Durante muchas semanas fue de retrete en retrete, alternando las paradas según un trayecto programado. Los conocía todos, de cualquier tamaño y categoría, desde los que ofrecían un frasco de lavanda en la repisa hasta las putrefactas guaridas de las tascas, donde había que estar en cuclillas como un moro bajo la cuerda de esparto de la cisterna que le goteaba los riñones. Sentado en la taza real en jornadas de ocho horas tuvo sueños de antigua grandeza. Recordaba los tiempos de esplendor, cuando él poseía un despacho forrado de nogal con lavabo propio y le secretaria le reservaba billetes en primera para ir a Francfort. En los retretes públicos repasó las matrices del talonario, y un día supo que se había quedado sin un duro, mientras su carne olía cada vez más a escusado. Había tomado el color pardo de una rata de cloaca. Pero de pronto en los servicios de la cafetería Riofrío se le ocurrió aquella idea.
Una idea original
No sabía nada de cuchillos o escopetas. No había tenido el valor de atracar un banco o de dar el tirón al bolso de las señoras o de poner la punta de la navaja en las costillas de un viandante. En cambio, ahora, después de un año en el paro, el negocio comenzaba a funcionar. Un día abandonó la ratonera y se dedicó a pedir dinero a los automovilistas en el semáforo. Era un trabajo como otro. En este tiempo controlaba ya cinco cruces de calle de alta rentabilidad en la zona de Goya, donde paran los peces gordos. Tenía un estilo. Se acercaba bien trajeado, con una sonrisa extremadamente educada, con el maletín de cuero en la mano y junto a la ventanilla hacía un relato sintético del problema. Mientras el conductor con mala conciencia se rebañaba las monedas del pantalón, el ejecutivo susurraba.
-Por favor.
-Ya, ya. Un momento.
-Mire usted, señor. Quiero comprarme un yate de 11 metros de eslora. ¿Puede ayudarme?

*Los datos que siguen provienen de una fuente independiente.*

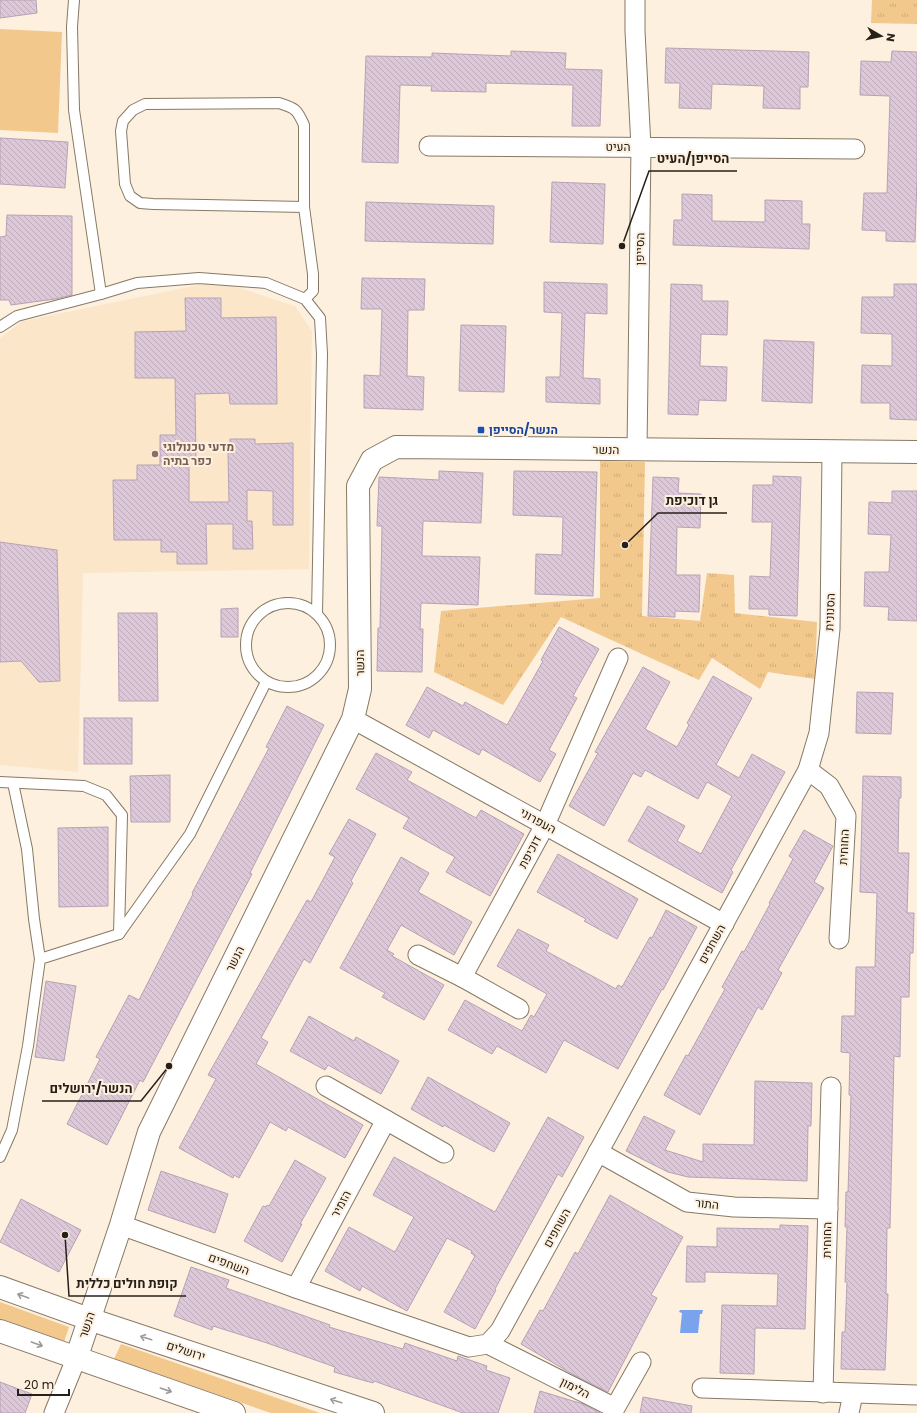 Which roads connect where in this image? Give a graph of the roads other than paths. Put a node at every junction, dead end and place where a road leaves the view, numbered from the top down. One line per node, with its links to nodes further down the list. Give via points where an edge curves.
1 (74, 0): 7 (lane, via 74,110)
2 (635, 0): 4 (street, הסייפן)
3 (429, 146): 4 (street, העיט)
4 (641, 147): 5 (street, העיט); 10 (street, הסייפן)
5 (855, 149)
6 (304, 207): 6 (lane, via 304,125 298,112 290,106 279,103 145,104 133,110 123,121 121,131 125,184 130,196 140,203); 8 (lane, via 313,274 313,291)
7 (101, 294): 8 (lane, via 137,283 199,278 266,283); 9 (lane, via 17,316)
8 (305, 300): 13 (lane, via 320,318 322,354)
9 (0, 327)
10 (637, 450): 11 (street, הנשר); 16 (street, הנשר, via 396,447 372,460 358,486 360,689)
11 (832, 452): 12 (street, הנשר); 17 (street, הסנונית, via 830,629 819,733)
12 (917, 452)
13 (317, 614): 15 (lane, via 330,638 330,652 326,665 306,684 292,688); 15 (lane, via 305,606 291,602 277,604 264,610 254,620 247,632 246,654 255,673)
14 (618, 658): 20 (street, דוכיפת)
15 (266, 682): 22 (lane, via 190,834)
16 (353, 719): 20 (street, העפרוני); 35 (street, הנשר, via 149,1132)
17 (808, 770): 21 (street, השחפים); 23 (street, החוחית, via 829,786 846,816)
18 (0, 782): 19 (lane)
19 (13, 783): 22 (lane, via 84,786 106,795 122,814); 25 (lane, via 27,849)
20 (545, 825): 21 (street, העפרוני); 26 (street, דוכיפת)
21 (724, 924): 31 (street, השחפים)
22 (119, 934): 25 (lane)
23 (839, 939)
24 (418, 955): 26 (street)
25 (40, 959): 33 (lane, via 28,1046 12,1130)
26 (462, 977): 27 (street)
27 (519, 1009)
28 (326, 1086): 30 (street)
29 (831, 1087): 34 (street, החוחית)
30 (386, 1120): 32 (street); 37 (street, הזמיר)
31 (598, 1152): 34 (street, התור, via 687,1202 734,1207); 40 (street, השחפים, via 500,1331)
32 (444, 1153)
33 (0, 1157)
34 (828, 1209): 44 (street, החוחית)
35 (121, 1225): 37 (street, השחפים); 38 (street, הנשר)
36 (0, 1287): 38 (street, ירושלים, one-way to 36)
37 (296, 1288): 40 (street, השחפים, via 469,1347)
38 (89, 1319): 41 (street, הנשר); 49 (street, ירושלים, one-way to 38)
39 (0, 1331): 41 (street, one-way to 41)
40 (488, 1344): 42 (street, הלימון, via 615,1408)
41 (76, 1358): 47 (street); 48 (street, one-way to 48)
42 (642, 1362)
43 (702, 1388): 44 (street)
44 (823, 1393): 45 (street)
45 (853, 1394): 46 (street); 50 (street)
46 (917, 1395)
47 (54, 1413)
48 (234, 1413)
49 (373, 1413)
50 (849, 1413)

-¿Cómo no? Si es para eso.
Era la única forma de sacar 10.000 pesetas diarias sin perder la dignidad, porque la gente para yates solía dar limosnas hasta de 100 pavos. Su mujer seguía tomando el aperitivo en Serrano, se daba mechas en Llongueras y podía comprarse bragas sucintas de color malva para él. Entró en contacto con otros parados y mendigos. Tenía algunos pordioseros, gitanos con niño, abogados sin oficio, licenciados en Filosofía, peones de la construcción que trabajaban bajo sus órdenes. Todos pedían dinero para el mismo yate, y el truco funcionaba. Pero un día tuvo el patinazo. En medio de un atasco, que era un banco de centollos, el ejecutivo se acercó a pedir caridad a un Seat Panda.
-Señorita, deme dinero para un yate.
-¿Qué haces aquí?.
-Nada.
-Sube. Te llevo a casa.
Durante el camino su mujer le echó una bronca histérica. Una vez más pensó que lo había cazado ligando.